LONDON: Today George Osborne, Chancellor of the Exchequer, made three important announcements regarding business rates and, more broadly, how councils are funded:
Here’s what Osborne said to the Conservative Party conference this morning: “Today I am embarking on the biggest transfer of power to our local government in living memory. We’re going to allow local government to keep the rates they collect from business. That’s right, all £26bn of business rates will be kept by councils instead of being sent up to Whitehall. Right now, we collect much more in business rates than we give back in the main grant. So we will phase out this local government grant altogether.

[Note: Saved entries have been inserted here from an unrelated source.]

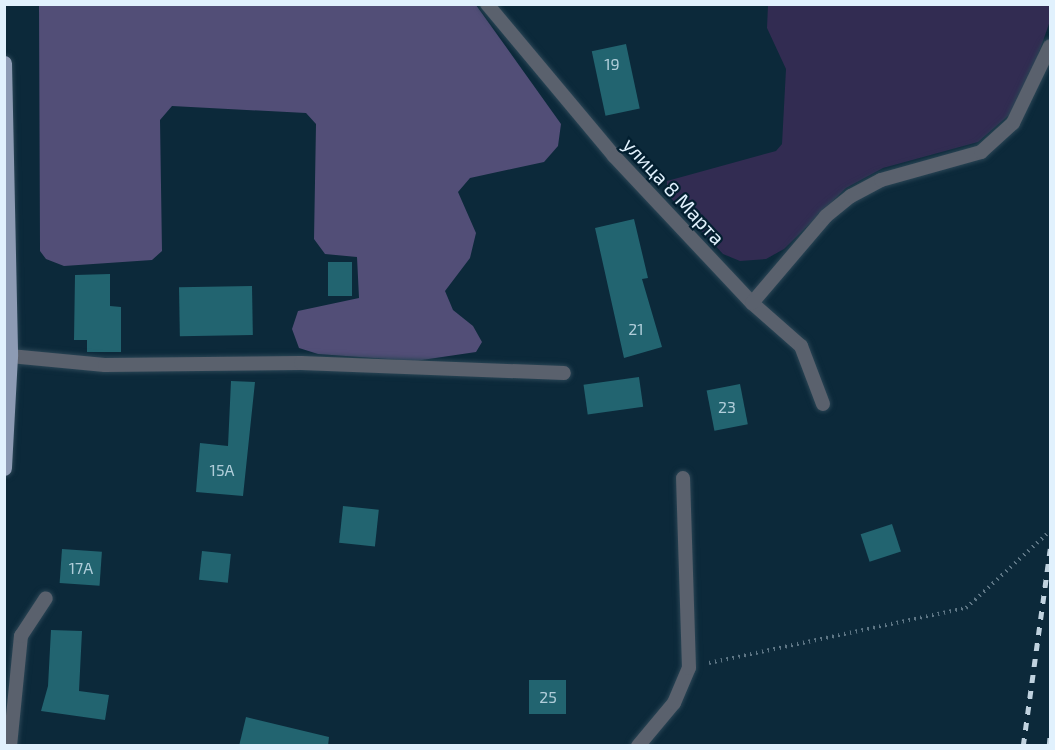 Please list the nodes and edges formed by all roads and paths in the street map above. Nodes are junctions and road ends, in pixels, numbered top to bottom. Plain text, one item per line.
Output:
1 (487, 4) edge
2 (1050, 46) edge
3 (4, 63) edge
4 (752, 303) junction
5 (10, 356) junction
6 (564, 374) dead end
7 (823, 404) dead end
8 (4, 468) edge
9 (683, 478) dead end
10 (1050, 531) edge
11 (46, 598) dead end
12 (689, 668) junction
13 (10, 746) edge
14 (638, 746) edge

1 - 4 lane, улица 8 Марта
2 - 4 lane
3 - 5 main road
4 - 7 lane, улица 8 Марта
5 - 6 lane
5 - 8 main road
9 - 12 lane
10 - 12 path
11 - 13 lane
12 - 14 lane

But we will also give councils extra power and responsibilities for running their communities. The established transfers will be there on day one, but thereafter, all the real growth in revenue will be yours to keep. So this is what our plan means.
Attract a business, and you attract more money. Regenerate a high street, and you’ll reap the benefits. Grow your area, and you’ll grow your revenue too. And to help local people do that I want to make another announcement today. We’re going to abolish the uniform business rate entirely. That’s the single, national tax rate we impose on every council. Any local area will be able to cut business rates as much as they like…”
Reform of business rates is long overdue. And this is seismic stuff, not so much for small businesses in the first instance, but for how local councils are funded. The devil will be in the detail, of course, but did you notice one thing? Councils will have the power, it seems, only to cut rates but not raise them.
Giving councils flexibility to frame deals and attract businesses is a good change but how good a change this is depends on how much flexibility the councils are given and then how well they execute new powers strategically.
Cities with mayors, however, such as as London, Manchester and soon Sheffield will have the power to apply an additional premium for infra-structure programmes on businesses.